Sometimes we make mistakes, and accidentally add the wrong data, or give something the wrong name. This function enables the deletion of a panel entry. Simply pass the name of the hdf5 file, the location name, and the panel name, and this function deletes that value. Don't worry, it'll check to make sure you actually want to do so, in case you get cold feet. Let's delete our newly added interpolated panel now.

***

In addition to these upfront functions, there are three 'hidden' helper functions, called `extract_file_to_dataframe`,  `month_string_to_int`, and `HDF5_to_dataframe`. The first pulls down the excel spreadsheet or csv filename, and opens it from your hard drive into a pandas dataframe. This dataframe is the structure by which all the other functions interact with your data, so it's an important step, but isn't something that is likely important for a user to interact with; however, if in your program you find that some modification to how the code is read in is needed, it could be useful to modify this segment. The second function replaces the values of month if they are strings. HDF5 gets difficult to interact with if you use strings, and this method was to us simpler than working with HDF5 and its string storage, but again, modification here should be straightforward. The final one is used for a lot of the later functionality, but it takes any data that is stored in an HDF5 file and inserts it into a pandas dataframe. 

***

## Interacting with data in the HDF5 file

### Note! This may not be necessary. If you intend to only interact with the HDF5 files through our built-in functions, then this information is not strictly speaking necessary for you to go through.

Interacting with HDF5 files using the python package `h5py` should be relatively familiar for those already comfortable with python's numpy and pandas packages. Additionally, it is possible to reference internal groups using a POSIX-style naming convention. For example, if you have a file called my_file, and an internal location called Fairbanks, you can directly refer to the Fairbanks location by typing "u'/Fairbanks'. You can also name the filepath as a variable, and use that as a reference. We'll walk through both herein. 

In order to interact with the internal structure of the HDF5 files, we'll need to first import the `h5py` package. Then, we'll load our demo file from above into this notebook. There are many types of ways to open the HDF5 file. In particular, we are opening this file using the "r" command here, as we only want the capacity to read the file, not also write it. We also want to be sure that the file exists, and if it doesn't, using the r command will cause an error to be raised.

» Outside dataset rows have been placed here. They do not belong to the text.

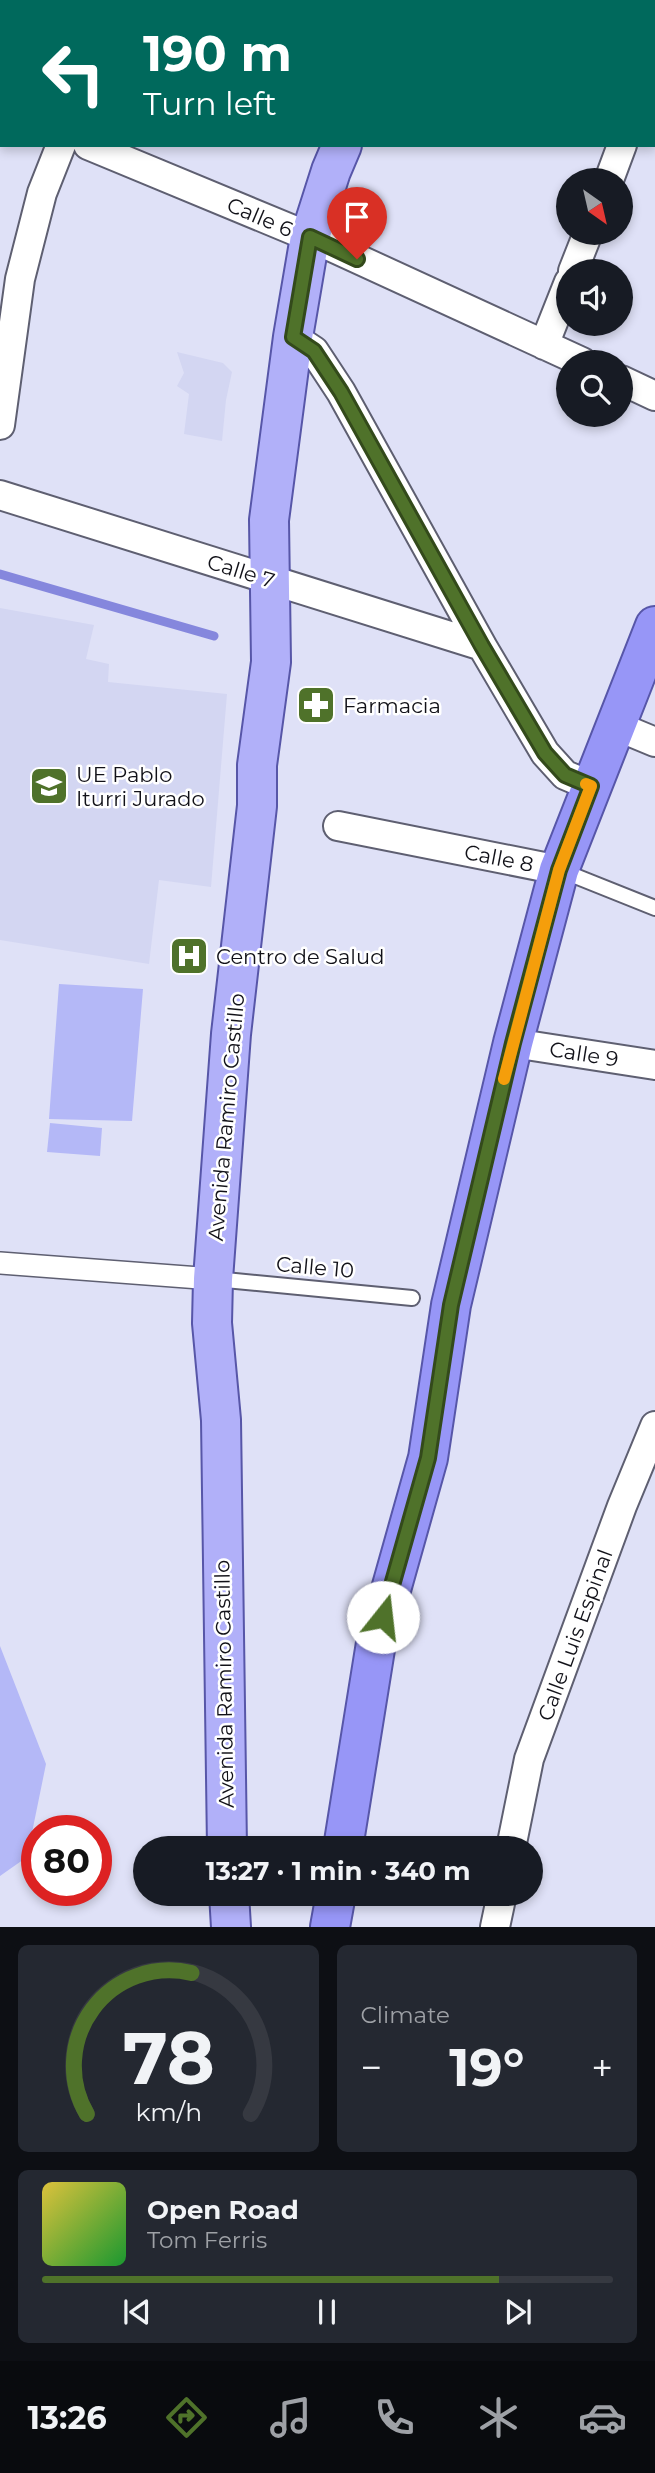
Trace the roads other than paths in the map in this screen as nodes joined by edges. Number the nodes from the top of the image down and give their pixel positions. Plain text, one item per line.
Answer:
1 (60, 147) edge
2 (93, 147) edge
3 (341, 147) edge
4 (621, 147) edge
5 (613, 168) edge
6 (310, 237) junction
7 (556, 315) edge
8 (293, 337) junction
9 (544, 345) junction
10 (556, 350) edge
11 (633, 386) edge
12 (655, 396) edge
13 (0, 425) edge
14 (0, 495) edge
15 (271, 581) junction
16 (655, 626) edge
17 (482, 646) junction
18 (614, 725) junction
19 (655, 742) edge
20 (591, 786) junction
21 (338, 826) dead end
22 (559, 870) junction
23 (655, 908) edge
24 (513, 1043) junction
25 (655, 1065) edge
26 (0, 1263) edge
27 (213, 1279) junction
28 (412, 1297) dead end
29 (655, 1426) edge
30 (227, 1836) edge
31 (345, 1836) edge
32 (513, 1836) edge
33 (230, 1906) edge
34 (334, 1906) edge
35 (499, 1906) edge
36 (231, 1927) edge
37 (330, 1927) edge
38 (495, 1927) edge

1 - 13 street
2 - 6 street, Calle 6
3 - 6 main road, Avenida Ramiro Castillo
4 - 5 street
6 - 8 main road, Avenida Ramiro Castillo
6 - 9 street, Calle 6
7 - 9 street
8 - 15 main road, Avenida Ramiro Castillo
8 - 17 street
9 - 10 street, Calle 6
11 - 12 street
14 - 15 street, Calle 7
15 - 17 street, Calle 7
15 - 27 main road, Avenida Ramiro Castillo
16 - 18 highway
17 - 20 street
18 - 19 street
18 - 20 highway
20 - 22 highway
21 - 22 street, Calle 8
22 - 23 lane, Calle 8
22 - 24 highway
24 - 25 street, Calle 9
24 - 31 highway
26 - 27 street
27 - 28 lane, Calle 10
27 - 30 main road, Avenida Ramiro Castillo
29 - 32 street, Calle Luis Espinal
33 - 36 main road
34 - 37 highway
35 - 38 street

Note that you'll get yourself into a lot of trouble if you open the SAME HDF5 file in multiple places and try to read and write it. This will likely corrupt the data. If you're going to be doing data editing, we highly recommend backing up your HDF5 file prior to these edits, in case you cause any issues to the file.

In [6]:
import h5py

In [7]:
#First step is to load our earlier file from the hard drive
my_file = h5py.File("demo_filename.hdf5", 'r')

In [11]:
#Then, check to make sure that everything went well by printing.
my_file

<HDF5 file "demo_filename.hdf5" (mode r+)>

Now, we'll move to loading the folder subgroup underneath it, which in our case represents the location for the panel. In the examples above, we've given data for a ficticious panel in Juneau. So, to load that location, we'll have to look within our broader HDF5 file for that location name. To do this, we use the `.get` command on the "my_file" variable that we loaded our HDF5 file into. The `.get` command looks within the HDF5 file at the first layer for the input text, and if it finds it, will load that location into a new variable. If it doesn't find it, it will return a value of `None`. 

In [8]:
#Make sure to pass the location as a string!
my_subgroup = my_file.get('Juneau')

In [10]:
#Check to be sure that the value isn't None!
my_subgroup

<HDF5 group "/Juneau" (10 members)>

We can see that when we go to print the whole subgroup, the program returns "<HDF5 group "/Juneau" (1 members)>" as a response. This shows us that it not only found the location subgroup of Juneau, but also that Juneau has a panel within. We can do more specific queries of what Juneau contains by using actual functions to probe the internal structure, rather than just printing the subgroup. The most important function is `.keys`, which we will go through here, but additional, more detailed info can be found in the [h5py documentation](http://docs.h5py.org/en/stable/index.html).

In [12]:
my_subgroup.keys()

<KeysViewHDF5 ['solar_installation_name', 'solar_installation_name1', 'solar_installation_name10', 'solar_installation_name2', 'solar_installation_name3', 'solar_installation_name4', 'solar_installation_name5', 'solar_installation_name6', 'solar_installation_name8', 'solar_installation_name9']>

We can see that it returns a list which contains the names of all of the panels which we have stored within the subgroup location, Juneau. Though we only have one item so we can't see this behavior, note that h5py sorts the output alphabetically, not by order of input into the HDF5 location. 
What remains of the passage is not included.